INSTRUCTIONS TO FOLLOW: For each line in the data that includes "Calle", make a copy.

RECORDS FOR THIS EXERCISE:
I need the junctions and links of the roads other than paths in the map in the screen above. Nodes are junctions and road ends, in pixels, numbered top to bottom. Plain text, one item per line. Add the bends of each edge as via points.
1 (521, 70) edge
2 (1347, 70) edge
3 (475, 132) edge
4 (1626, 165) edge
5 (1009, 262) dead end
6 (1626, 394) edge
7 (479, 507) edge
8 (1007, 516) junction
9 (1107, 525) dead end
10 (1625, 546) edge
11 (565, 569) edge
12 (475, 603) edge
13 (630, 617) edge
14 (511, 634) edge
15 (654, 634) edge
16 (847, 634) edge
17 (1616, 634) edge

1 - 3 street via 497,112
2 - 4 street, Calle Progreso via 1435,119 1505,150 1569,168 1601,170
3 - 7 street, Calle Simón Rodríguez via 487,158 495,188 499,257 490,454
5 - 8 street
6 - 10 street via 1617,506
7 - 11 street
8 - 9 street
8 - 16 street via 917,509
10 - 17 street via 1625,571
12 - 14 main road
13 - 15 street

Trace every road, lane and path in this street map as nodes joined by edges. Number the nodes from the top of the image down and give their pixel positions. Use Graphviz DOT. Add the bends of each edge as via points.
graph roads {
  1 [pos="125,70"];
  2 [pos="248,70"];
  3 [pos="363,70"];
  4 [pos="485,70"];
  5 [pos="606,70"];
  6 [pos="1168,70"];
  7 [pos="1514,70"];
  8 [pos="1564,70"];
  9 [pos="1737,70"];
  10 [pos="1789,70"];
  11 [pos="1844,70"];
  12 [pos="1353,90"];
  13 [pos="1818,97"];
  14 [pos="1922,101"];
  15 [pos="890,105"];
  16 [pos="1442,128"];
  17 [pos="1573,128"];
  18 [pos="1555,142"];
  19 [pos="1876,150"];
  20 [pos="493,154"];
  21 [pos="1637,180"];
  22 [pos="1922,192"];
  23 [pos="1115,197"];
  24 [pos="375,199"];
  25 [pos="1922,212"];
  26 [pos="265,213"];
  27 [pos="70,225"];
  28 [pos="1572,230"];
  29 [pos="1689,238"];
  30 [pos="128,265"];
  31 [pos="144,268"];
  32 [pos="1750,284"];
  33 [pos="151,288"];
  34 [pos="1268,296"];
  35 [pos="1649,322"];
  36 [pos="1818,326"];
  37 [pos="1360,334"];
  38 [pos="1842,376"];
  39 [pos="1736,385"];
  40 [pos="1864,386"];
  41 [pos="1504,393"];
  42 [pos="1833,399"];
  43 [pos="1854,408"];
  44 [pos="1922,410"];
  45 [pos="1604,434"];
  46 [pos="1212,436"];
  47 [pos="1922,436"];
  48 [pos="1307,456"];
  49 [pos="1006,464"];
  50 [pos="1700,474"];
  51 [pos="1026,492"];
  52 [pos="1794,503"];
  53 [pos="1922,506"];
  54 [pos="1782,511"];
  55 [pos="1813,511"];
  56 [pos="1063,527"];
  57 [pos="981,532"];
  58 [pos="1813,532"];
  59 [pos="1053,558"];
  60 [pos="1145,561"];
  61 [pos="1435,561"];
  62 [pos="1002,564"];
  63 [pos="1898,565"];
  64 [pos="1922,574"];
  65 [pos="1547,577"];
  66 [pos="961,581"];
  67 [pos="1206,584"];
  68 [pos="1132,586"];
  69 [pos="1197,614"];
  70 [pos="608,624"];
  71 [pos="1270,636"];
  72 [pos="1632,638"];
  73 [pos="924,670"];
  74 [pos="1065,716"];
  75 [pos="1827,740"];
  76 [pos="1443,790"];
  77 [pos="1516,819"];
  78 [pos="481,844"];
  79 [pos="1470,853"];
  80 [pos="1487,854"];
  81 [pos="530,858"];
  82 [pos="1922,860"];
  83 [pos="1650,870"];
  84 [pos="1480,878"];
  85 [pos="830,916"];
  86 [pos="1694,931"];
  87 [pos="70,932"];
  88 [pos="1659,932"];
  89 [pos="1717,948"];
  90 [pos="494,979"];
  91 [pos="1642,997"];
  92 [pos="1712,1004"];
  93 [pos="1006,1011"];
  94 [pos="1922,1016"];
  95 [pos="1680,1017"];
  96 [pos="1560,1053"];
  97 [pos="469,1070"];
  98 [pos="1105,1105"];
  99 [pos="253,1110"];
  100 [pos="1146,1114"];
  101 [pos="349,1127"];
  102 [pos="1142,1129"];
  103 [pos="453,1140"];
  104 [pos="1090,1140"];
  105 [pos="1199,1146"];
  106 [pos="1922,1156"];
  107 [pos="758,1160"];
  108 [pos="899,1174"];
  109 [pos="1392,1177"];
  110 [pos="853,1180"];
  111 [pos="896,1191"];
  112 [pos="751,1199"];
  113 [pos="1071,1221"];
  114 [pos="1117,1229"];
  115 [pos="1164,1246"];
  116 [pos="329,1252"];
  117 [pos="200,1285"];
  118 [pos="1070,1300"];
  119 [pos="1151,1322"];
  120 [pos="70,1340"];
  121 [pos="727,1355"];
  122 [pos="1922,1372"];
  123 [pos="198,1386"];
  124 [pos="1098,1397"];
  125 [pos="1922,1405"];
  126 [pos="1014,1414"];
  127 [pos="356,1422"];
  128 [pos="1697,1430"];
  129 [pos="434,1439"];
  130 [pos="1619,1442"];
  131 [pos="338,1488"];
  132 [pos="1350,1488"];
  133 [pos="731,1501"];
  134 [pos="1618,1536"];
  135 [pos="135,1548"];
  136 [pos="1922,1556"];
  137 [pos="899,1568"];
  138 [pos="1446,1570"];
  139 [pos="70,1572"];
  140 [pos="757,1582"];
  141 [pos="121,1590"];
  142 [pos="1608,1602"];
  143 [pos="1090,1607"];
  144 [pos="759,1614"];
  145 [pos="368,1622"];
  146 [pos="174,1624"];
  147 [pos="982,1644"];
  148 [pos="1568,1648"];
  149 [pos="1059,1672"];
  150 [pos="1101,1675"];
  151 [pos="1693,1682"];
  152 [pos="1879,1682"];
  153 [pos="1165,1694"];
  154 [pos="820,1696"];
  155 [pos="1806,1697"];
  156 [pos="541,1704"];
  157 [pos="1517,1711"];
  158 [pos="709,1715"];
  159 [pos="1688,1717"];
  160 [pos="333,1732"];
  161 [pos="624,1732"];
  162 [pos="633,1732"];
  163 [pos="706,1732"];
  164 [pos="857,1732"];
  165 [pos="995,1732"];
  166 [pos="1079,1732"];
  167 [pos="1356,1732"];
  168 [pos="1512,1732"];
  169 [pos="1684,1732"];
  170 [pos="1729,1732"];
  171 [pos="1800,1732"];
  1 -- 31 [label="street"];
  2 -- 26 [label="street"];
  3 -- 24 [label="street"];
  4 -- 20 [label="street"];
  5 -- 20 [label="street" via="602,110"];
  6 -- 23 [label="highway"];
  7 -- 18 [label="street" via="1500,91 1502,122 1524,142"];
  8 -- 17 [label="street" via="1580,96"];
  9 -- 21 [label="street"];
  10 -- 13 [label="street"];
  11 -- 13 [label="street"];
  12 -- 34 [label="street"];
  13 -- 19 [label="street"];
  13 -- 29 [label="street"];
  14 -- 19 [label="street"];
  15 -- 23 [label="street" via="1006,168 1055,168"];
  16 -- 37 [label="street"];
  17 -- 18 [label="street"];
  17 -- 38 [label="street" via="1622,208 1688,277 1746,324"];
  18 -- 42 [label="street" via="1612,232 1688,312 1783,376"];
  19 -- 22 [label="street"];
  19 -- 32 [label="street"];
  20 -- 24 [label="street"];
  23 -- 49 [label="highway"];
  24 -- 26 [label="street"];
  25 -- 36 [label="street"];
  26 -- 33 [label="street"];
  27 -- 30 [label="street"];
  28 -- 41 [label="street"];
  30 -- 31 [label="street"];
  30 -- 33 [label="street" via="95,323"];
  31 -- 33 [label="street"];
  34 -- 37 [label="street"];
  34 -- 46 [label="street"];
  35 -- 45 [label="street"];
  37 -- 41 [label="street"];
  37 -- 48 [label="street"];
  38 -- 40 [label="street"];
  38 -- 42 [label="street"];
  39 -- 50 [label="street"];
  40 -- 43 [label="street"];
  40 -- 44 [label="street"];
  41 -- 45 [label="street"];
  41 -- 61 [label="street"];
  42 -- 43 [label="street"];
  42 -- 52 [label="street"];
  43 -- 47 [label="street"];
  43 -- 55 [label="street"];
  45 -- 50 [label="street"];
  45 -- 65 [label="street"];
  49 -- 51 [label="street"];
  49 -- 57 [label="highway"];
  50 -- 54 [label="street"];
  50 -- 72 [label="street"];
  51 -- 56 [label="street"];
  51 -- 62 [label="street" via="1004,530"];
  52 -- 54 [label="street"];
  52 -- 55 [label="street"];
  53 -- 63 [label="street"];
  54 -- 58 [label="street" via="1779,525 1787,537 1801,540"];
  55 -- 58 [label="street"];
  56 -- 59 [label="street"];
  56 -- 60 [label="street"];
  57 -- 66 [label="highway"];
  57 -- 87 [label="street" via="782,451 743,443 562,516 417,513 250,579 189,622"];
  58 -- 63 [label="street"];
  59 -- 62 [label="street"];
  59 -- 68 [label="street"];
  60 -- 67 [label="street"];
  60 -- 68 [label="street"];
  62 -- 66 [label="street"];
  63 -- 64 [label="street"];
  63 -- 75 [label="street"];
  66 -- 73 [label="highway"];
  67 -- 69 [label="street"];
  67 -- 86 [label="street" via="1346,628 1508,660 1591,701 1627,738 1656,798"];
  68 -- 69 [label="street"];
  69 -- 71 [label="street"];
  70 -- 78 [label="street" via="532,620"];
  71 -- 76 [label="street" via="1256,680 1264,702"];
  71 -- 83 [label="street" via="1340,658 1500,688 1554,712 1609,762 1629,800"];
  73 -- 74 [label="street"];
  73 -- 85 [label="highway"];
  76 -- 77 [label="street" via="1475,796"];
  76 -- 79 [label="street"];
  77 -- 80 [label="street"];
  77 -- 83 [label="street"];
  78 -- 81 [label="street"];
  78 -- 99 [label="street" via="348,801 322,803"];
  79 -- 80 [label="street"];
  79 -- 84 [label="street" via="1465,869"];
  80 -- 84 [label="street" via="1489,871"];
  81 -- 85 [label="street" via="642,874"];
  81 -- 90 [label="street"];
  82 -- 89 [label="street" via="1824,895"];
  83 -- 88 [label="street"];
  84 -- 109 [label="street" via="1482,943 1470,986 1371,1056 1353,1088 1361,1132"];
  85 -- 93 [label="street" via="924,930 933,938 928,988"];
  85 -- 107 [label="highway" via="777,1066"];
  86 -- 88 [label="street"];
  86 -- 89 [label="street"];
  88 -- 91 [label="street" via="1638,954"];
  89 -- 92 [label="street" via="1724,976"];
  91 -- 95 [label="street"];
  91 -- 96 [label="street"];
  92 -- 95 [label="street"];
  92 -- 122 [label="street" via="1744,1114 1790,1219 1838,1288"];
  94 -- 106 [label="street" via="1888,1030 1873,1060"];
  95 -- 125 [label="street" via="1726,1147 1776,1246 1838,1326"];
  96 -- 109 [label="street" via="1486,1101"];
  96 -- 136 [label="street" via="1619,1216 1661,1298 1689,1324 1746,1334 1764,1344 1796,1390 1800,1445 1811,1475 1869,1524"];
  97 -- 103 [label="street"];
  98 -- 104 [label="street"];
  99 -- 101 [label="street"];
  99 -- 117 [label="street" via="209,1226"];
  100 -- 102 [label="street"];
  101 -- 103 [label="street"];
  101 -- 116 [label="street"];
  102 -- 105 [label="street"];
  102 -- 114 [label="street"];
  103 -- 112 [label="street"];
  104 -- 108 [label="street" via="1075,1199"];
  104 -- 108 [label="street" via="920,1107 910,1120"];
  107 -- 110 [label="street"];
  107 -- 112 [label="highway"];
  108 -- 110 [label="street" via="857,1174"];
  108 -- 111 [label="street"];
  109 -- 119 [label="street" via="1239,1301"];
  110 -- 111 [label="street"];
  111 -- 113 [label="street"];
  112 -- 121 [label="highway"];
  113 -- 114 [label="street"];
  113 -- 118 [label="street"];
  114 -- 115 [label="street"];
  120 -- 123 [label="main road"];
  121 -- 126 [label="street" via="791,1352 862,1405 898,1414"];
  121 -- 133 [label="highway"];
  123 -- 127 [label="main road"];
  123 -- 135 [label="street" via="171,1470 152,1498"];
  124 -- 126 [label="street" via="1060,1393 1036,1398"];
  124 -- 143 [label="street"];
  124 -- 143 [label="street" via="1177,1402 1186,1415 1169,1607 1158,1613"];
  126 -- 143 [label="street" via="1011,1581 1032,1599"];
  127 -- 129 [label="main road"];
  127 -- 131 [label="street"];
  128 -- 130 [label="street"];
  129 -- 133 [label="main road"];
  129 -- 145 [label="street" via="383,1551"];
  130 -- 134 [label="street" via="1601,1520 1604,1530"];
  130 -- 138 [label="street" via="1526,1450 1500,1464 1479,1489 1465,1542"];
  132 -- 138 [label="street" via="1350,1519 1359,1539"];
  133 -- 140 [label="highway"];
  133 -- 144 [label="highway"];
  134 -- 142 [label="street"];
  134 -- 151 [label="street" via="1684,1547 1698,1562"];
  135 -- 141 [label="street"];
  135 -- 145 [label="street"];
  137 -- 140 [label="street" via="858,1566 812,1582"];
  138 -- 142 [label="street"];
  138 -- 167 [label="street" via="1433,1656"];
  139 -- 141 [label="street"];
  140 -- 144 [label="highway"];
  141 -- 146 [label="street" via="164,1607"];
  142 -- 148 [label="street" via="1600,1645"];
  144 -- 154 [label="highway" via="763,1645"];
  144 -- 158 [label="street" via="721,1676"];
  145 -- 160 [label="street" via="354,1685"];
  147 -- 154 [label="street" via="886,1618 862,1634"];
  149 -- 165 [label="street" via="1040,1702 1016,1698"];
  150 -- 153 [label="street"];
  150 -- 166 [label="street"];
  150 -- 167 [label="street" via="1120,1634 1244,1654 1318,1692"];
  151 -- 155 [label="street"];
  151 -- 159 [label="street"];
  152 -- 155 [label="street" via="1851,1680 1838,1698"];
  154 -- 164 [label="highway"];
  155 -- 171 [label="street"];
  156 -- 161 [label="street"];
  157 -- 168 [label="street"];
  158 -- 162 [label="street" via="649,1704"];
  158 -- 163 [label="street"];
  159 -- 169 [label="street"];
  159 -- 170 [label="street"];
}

ANSWER SECTION:
2 - 4 street, Calle Progreso via 1435,119 1505,150 1569,168 1601,170
3 - 7 street, Calle Simón Rodríguez via 487,158 495,188 499,257 490,454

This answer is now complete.